As we enter the second week of this year’s Lenten journey I think it’s worth pausing to reflect on the shadow side of this work. As we begin the annual trek to the Resurrection by way of the Cross we want to reflect on what some have called the “pathology of belonging.” It’s a provocative term.  

Why do we pathologize something so fundamental to human flourishing? 

The pathology I am thinking of is not unique to this or that group. It is found in all social groups. We can see it being played out across the political, economic, and religious spectrum. None of us are immune. Its pull is so strong that it might be described as a form of idolatry. 


We are created in and for community, which is a good thing, but our sense of belonging to our tribe easily morphs into a destructive force that has us abandoning our humanity.

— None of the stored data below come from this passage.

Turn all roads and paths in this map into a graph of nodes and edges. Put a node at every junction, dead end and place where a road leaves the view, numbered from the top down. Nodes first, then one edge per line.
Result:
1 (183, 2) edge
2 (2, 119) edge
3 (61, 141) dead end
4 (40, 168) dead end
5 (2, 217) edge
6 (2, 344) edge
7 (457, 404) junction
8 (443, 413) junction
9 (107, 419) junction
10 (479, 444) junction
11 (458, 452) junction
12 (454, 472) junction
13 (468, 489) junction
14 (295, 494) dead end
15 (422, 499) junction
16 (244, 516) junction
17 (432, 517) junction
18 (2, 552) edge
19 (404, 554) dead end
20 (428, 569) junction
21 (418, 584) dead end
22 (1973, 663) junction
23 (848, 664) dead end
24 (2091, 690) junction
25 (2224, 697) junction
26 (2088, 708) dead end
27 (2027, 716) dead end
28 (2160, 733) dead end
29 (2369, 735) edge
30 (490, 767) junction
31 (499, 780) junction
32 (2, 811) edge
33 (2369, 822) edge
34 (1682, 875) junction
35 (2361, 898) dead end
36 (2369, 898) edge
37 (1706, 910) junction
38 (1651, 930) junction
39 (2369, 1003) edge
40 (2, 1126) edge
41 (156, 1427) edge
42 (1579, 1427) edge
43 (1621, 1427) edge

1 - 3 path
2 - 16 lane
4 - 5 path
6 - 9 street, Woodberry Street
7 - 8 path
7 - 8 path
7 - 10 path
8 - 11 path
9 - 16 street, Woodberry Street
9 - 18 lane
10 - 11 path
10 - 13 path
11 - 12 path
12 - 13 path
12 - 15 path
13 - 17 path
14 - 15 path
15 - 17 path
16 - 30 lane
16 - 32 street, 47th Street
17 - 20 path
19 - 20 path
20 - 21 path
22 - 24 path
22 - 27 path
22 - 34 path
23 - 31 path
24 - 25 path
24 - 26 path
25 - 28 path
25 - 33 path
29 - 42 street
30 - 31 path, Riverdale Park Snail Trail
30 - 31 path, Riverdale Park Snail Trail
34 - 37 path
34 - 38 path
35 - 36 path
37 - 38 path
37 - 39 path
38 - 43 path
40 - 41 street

Jesus would have called this demonic. We are possessed by our own tribes. It’s hard to identify this demon, not because it’s not real, but because most of our belonging systems provide safe haven for this demon to take up residence without being noticed. 

The pathological part is not our desire to belong. That is common to all humans. The pathological part has to do with the way we belong. Belonging gives us our sense of identity and tells us who we are. That’s what belonging systems do. They tell us who we are. But if our belonging is pathological, so too are our identities, and this distorts our view of reality. As Anais Nin said, “We don’t see things as they are. We see things as we are.” 

Jesus shows us another way. 

He reveals that it’s not enough for us to belong to this or that group, no matter how good that group is. The patterns of desire in these social constructs are ultimately doomed because of the way it puts us into rivalry with each other. What’s needed are not better systems of belonging, but for humans to draw our identity from the One who is in rivalry with nothing. This is how we can occupy our systems of belonging without being ruled or run by them. 

Sadly, most of us are taught only one form of belonging – the kind that is “over and against” the other. Such belonging is based on rivalry. This form of belonging shows up in all social constructs, especially faith communities, which clothe their pathology in righteousness. 

And so, we walk together on the Lenten journey to find another way to belong. We begin by remembering our creatureliness. On Ash Wednesday, we received the sign of the cross traced on our forehead. “From dust we came and to dust we shall return.” We remembered our vulnerable flesh, and what we are capable of doing to other human flesh. This opens us up to a more human form of belonging – one that honors the power of vulnerability – one that is strong enough to be perceived as weak.  


Jesus shows us that it’s possible to receive our identity as God’s beloved and be freed to embody a form of belonging that does not return violence for violence.


James Alison calls this “weak belonging” and suggests that this way of walking with Jesus is “the way of dispossession.” He suggests that our identity in Christ dispossesses us from the idols that tell us we must power up to survive. 

Jesus offers a kind of belonging that feels weaker and more vulnerable than most of us have the stomach for, but that’s only because our identities are still so heavily derived from the idols who tell us who we are. In Christ, we are all being dispossessed of our pathological forms of belonging. Jesus, who demonstrated more allegiance to becoming human than he did to his own tribe, shows us how to relax into our own vulnerability. This is how we embody our creatureliness and return to the creator.

Marginalized groups have much to teach the rest of us about this kind of belonging, but no one has immunity. We all need to be dispossessed. We are all being called out of our tribal affiliations into a new humanity made possible in Christ. 

The poet Rumi said, “Out beyond right and wrong there is a field; I’ll meet you there.” I am convinced that this field is the place of healing, where a new humanity is being formed, but we risk being seen as traitors by our respective tribes if we go there. Such a meeting requires “The way of dispossession.” 

How else will we embody our creatureliness and return to our creator, who holds all things together in love?